(Dataset entries)

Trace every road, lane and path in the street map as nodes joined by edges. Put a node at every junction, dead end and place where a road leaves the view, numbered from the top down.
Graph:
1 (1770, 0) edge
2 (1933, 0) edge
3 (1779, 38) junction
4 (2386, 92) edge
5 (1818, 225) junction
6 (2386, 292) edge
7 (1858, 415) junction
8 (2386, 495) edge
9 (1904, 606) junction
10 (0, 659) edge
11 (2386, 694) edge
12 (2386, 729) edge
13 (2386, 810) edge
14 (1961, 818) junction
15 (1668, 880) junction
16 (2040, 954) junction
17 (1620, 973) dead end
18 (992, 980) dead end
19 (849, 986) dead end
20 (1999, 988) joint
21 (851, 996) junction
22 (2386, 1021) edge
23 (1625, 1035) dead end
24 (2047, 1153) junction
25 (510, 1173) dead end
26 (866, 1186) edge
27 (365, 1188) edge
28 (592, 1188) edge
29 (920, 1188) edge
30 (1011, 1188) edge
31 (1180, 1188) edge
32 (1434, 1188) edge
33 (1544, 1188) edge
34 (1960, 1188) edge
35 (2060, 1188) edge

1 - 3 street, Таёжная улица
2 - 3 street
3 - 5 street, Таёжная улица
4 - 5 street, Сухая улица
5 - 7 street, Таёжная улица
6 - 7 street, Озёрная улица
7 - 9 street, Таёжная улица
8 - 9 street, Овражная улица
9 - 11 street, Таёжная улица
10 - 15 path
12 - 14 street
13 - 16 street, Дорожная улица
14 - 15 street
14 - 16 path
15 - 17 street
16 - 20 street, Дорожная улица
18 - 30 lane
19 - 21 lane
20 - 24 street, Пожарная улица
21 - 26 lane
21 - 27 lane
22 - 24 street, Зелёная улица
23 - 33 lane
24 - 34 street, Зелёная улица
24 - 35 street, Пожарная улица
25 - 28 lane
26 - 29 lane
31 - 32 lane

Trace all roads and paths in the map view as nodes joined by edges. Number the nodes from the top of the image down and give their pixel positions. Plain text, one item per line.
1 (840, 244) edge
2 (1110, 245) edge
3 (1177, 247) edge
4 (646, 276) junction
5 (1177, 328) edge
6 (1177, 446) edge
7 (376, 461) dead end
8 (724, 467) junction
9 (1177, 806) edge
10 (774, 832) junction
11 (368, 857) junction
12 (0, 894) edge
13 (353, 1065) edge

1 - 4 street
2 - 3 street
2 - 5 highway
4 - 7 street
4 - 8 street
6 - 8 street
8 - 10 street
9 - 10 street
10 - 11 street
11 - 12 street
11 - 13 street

**Exercise goal:** May I have all of the records repeated exactly?

**Solution for this problem:**
Trace every road, lane and path in the street map as nodes joined by edges. Put a node at every junction, dead end and place where a road leaves the view, numbered from the top down.
Graph:
1 (1770, 0) edge
2 (1933, 0) edge
3 (1779, 38) junction
4 (2386, 92) edge
5 (1818, 225) junction
6 (2386, 292) edge
7 (1858, 415) junction
8 (2386, 495) edge
9 (1904, 606) junction
10 (0, 659) edge
11 (2386, 694) edge
12 (2386, 729) edge
13 (2386, 810) edge
14 (1961, 818) junction
15 (1668, 880) junction
16 (2040, 954) junction
17 (1620, 973) dead end
18 (992, 980) dead end
19 (849, 986) dead end
20 (1999, 988) joint
21 (851, 996) junction
22 (2386, 1021) edge
23 (1625, 1035) dead end
24 (2047, 1153) junction
25 (510, 1173) dead end
26 (866, 1186) edge
27 (365, 1188) edge
28 (592, 1188) edge
29 (920, 1188) edge
30 (1011, 1188) edge
31 (1180, 1188) edge
32 (1434, 1188) edge
33 (1544, 1188) edge
34 (1960, 1188) edge
35 (2060, 1188) edge

1 - 3 street, Таёжная улица
2 - 3 street
3 - 5 street, Таёжная улица
4 - 5 street, Сухая улица
5 - 7 street, Таёжная улица
6 - 7 street, Озёрная улица
7 - 9 street, Таёжная улица
8 - 9 street, Овражная улица
9 - 11 street, Таёжная улица
10 - 15 path
12 - 14 street
13 - 16 street, Дорожная улица
14 - 15 street
14 - 16 path
15 - 17 street
16 - 20 street, Дорожная улица
18 - 30 lane
19 - 21 lane
20 - 24 street, Пожарная улица
21 - 26 lane
21 - 27 lane
22 - 24 street, Зелёная улица
23 - 33 lane
24 - 34 street, Зелёная улица
24 - 35 street, Пожарная улица
25 - 28 lane
26 - 29 lane
31 - 32 lane

Trace all roads and paths in the map view as nodes joined by edges. Number the nodes from the top of the image down and give their pixel positions. Plain text, one item per line.
1 (840, 244) edge
2 (1110, 245) edge
3 (1177, 247) edge
4 (646, 276) junction
5 (1177, 328) edge
6 (1177, 446) edge
7 (376, 461) dead end
8 (724, 467) junction
9 (1177, 806) edge
10 (774, 832) junction
11 (368, 857) junction
12 (0, 894) edge
13 (353, 1065) edge

1 - 4 street
2 - 3 street
2 - 5 highway
4 - 7 street
4 - 8 street
6 - 8 street
8 - 10 street
9 - 10 street
10 - 11 street
11 - 12 street
11 - 13 street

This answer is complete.